Computer-based language assessment: the future is here

David Booth
David Booth
A blonde woman sat at a computer with headphones on in a room with more computers and desks in background

Many people are surprised at the idea of a computer program marking an exam paper. However, computer-based testing already exists in many different formats and many different areas. Many tests or exams that form part of our daily life are taken on computers. If you’ve ever learned to drive, sat a citizenship test, done a training course at work, or completed a placement test for a language course, the odds are that you’ve already taken an automated test.

Yet despite it being so common, there is still a lack of understanding when it comes to computer-based language assessment and how a computer can evaluate productive skills like speaking and writing.

Computer-based testing: a closer look

A common issue is that people have different ideas of what these tests entail.

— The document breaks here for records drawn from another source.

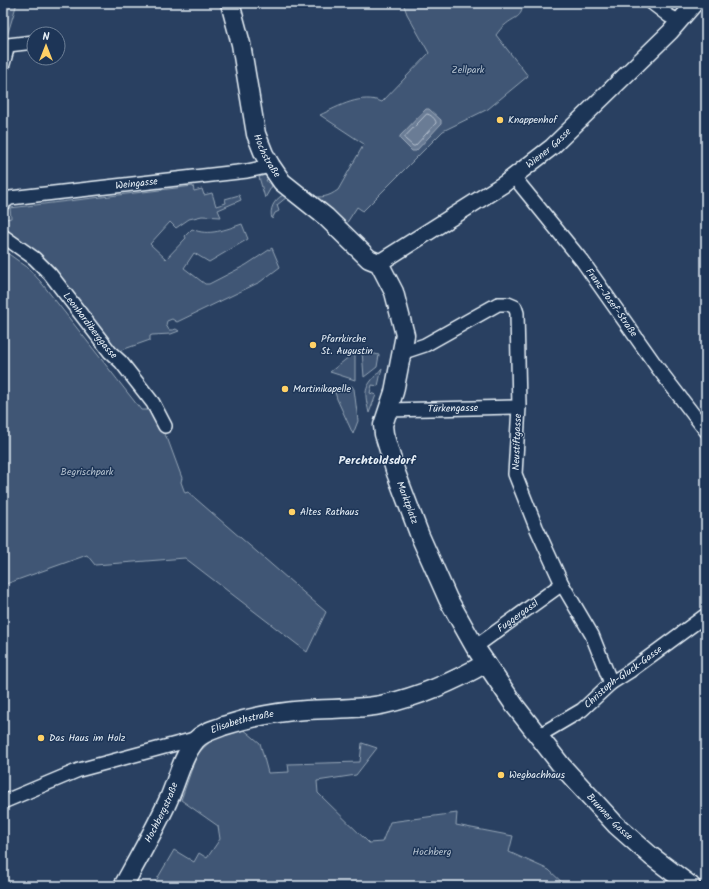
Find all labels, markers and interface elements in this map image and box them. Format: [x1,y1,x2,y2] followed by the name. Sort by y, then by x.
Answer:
[26,26,66,66] north arrow
[43,28,50,46] text: N
[451,62,485,78] park label: Zellpark
[508,112,558,128] place label: Knappenhof
[495,115,505,125] marker: Knappenhof
[522,124,575,172] street label: Wiener Gasse
[249,132,285,181] street label: Hochstraße
[115,173,159,194] street label: Weingasse
[582,265,642,341] street label: Franz-Josef-Straße
[59,289,121,363] street label: Leonhardiberggasse
[321,331,373,359] place label: Pfarrkirche St. Augustin
[308,340,318,350] marker: Pfarrkirche St. Augustin
[293,381,351,397] place label: Martinikapelle
[280,384,290,394] marker: Martinikapelle
[428,400,479,417] street label: Türkengasse
[508,413,526,471] street label: Neustiftgasse
[338,451,417,470] district label: Perchtoldsdorf
[61,464,114,480] park label: Begrischpark
[392,479,423,527] street label: Marktplatz
[300,504,359,520] place label: Altes Rathaus
[287,507,297,517] marker: Altes Rathaus
[494,595,542,636] street label: Fuggergassl
[580,641,666,712] street label: Christoph-Gluck-Gasse
[208,706,276,738] street label: Elisabethstraße
[49,730,126,746] place label: Das Haus im Holz
[36,733,46,743] marker: Das Haus im Holz
[509,767,566,783] place label: Wegbachhaus
[496,770,506,780] marker: Wegbachhaus
[140,780,183,846] street label: Hochbergstraße
[583,790,637,845] street label: Brunner Gasse
[413,844,452,860] park label: Hochberg

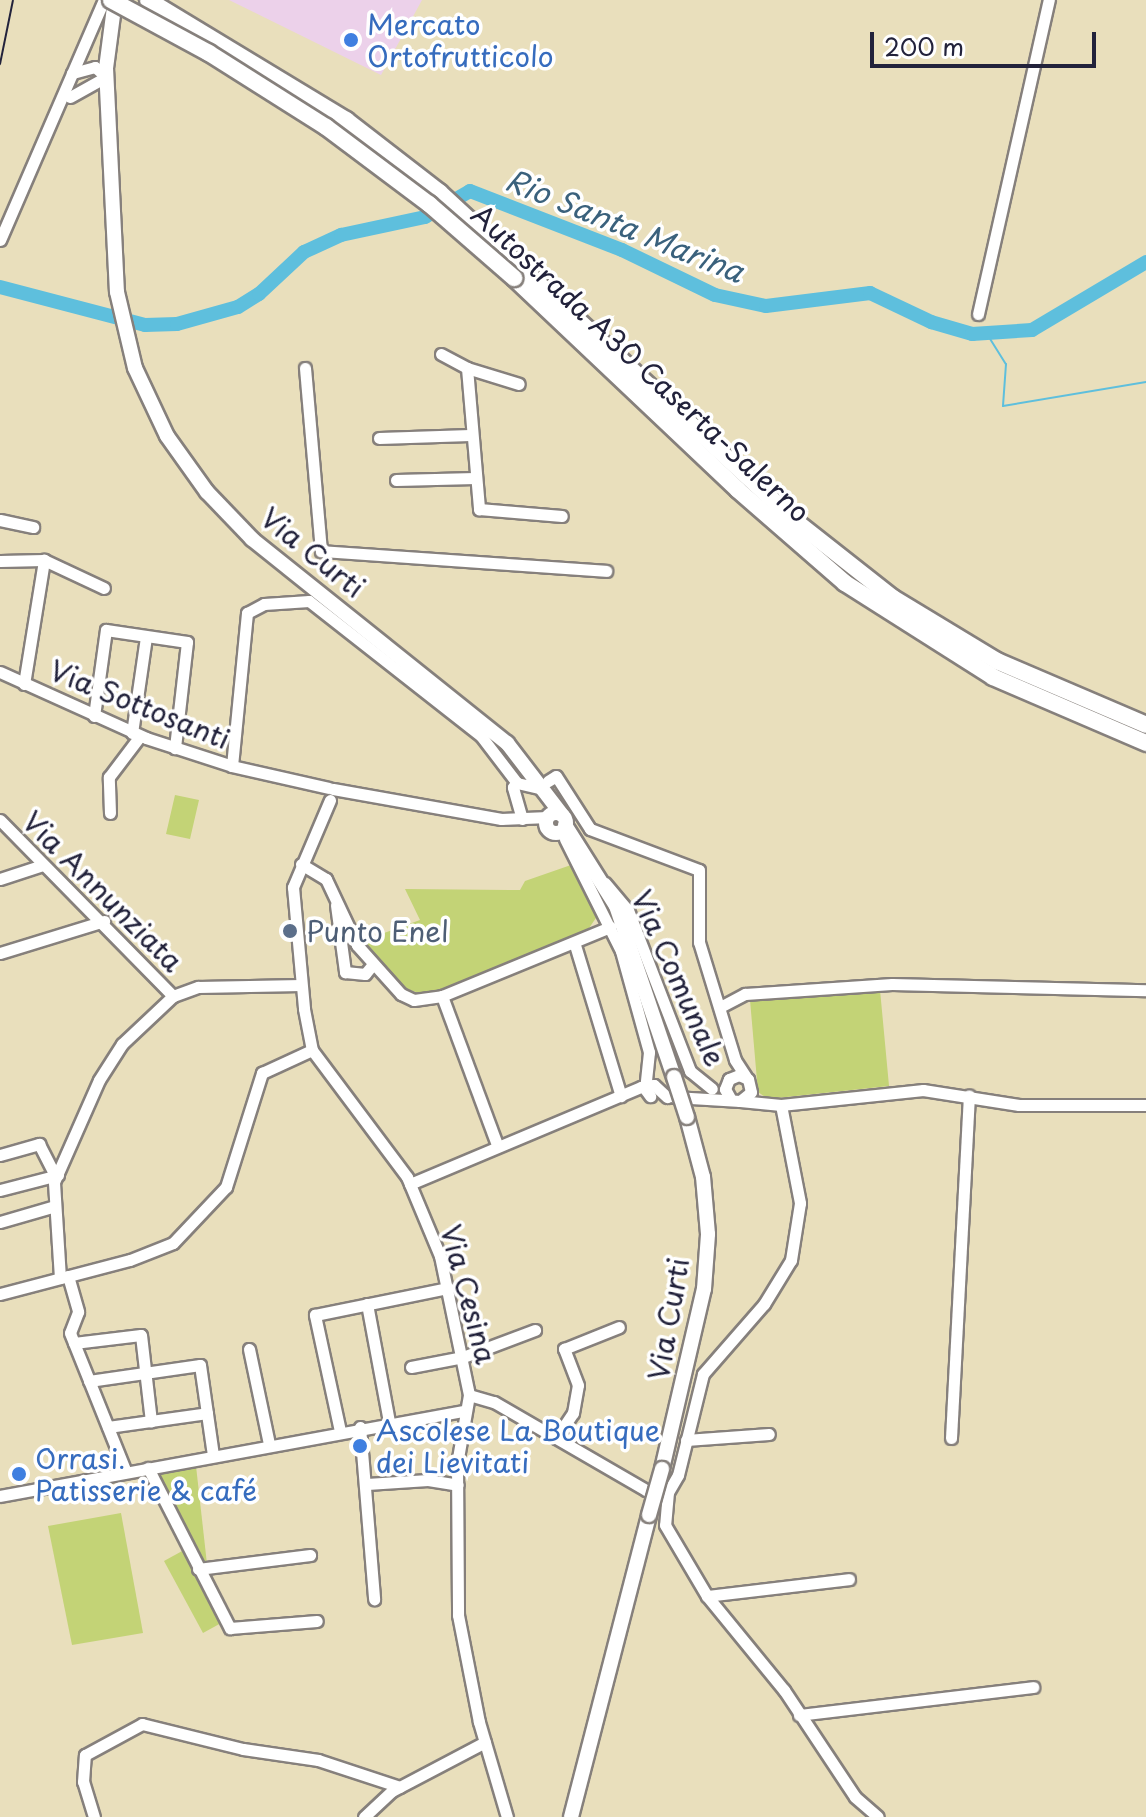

Computers can fulfill several essential roles in the testing process, but these often go unacknowledged. For example, a variety of test questions are needed to administer an exam, along with relevant data, and computers are used to store both the questions and the data. When it comes to creating randomized exams, computer software is used to select the exam questions, based on this data.

Computers can make complex calculations far more quickly and accurately than humans. This means that processes that previously took a long time are completed in days, rather than weeks.

Artificial intelligence (AI) technology is now capable of grading exam papers, for example. This means a shorter wait for exam results. In PTE Academic, candidates receive their results in an average of two days rather than waiting weeks for an examiner to mark their paper by hand.

The benefits for students and teachers

People take exams to prove their skills and abilities. Depending on their goals, the right result can open the door to many new opportunities, whether that is simply moving on to the next stage of a course, or something as life-changing as allowing you to take up your place on a university course in another country.

A qualification can act as a passport to a better career or an enhanced education, and for that reason, it’s important that both students and teachers can have faith in their results.

Computer programs have no inherent bias, which means that candidates can be confident that they will all be treated the same, regardless of their background, appearance or accent. PTE Academic, just one of Pearson’s computer-based exams, offers students the chance to score additional points on the exam with innovative integrated test items.

This integration means that the results are a far more accurate depiction of the candidate’s abilities and provide a truer reflection of their linguistic prowess.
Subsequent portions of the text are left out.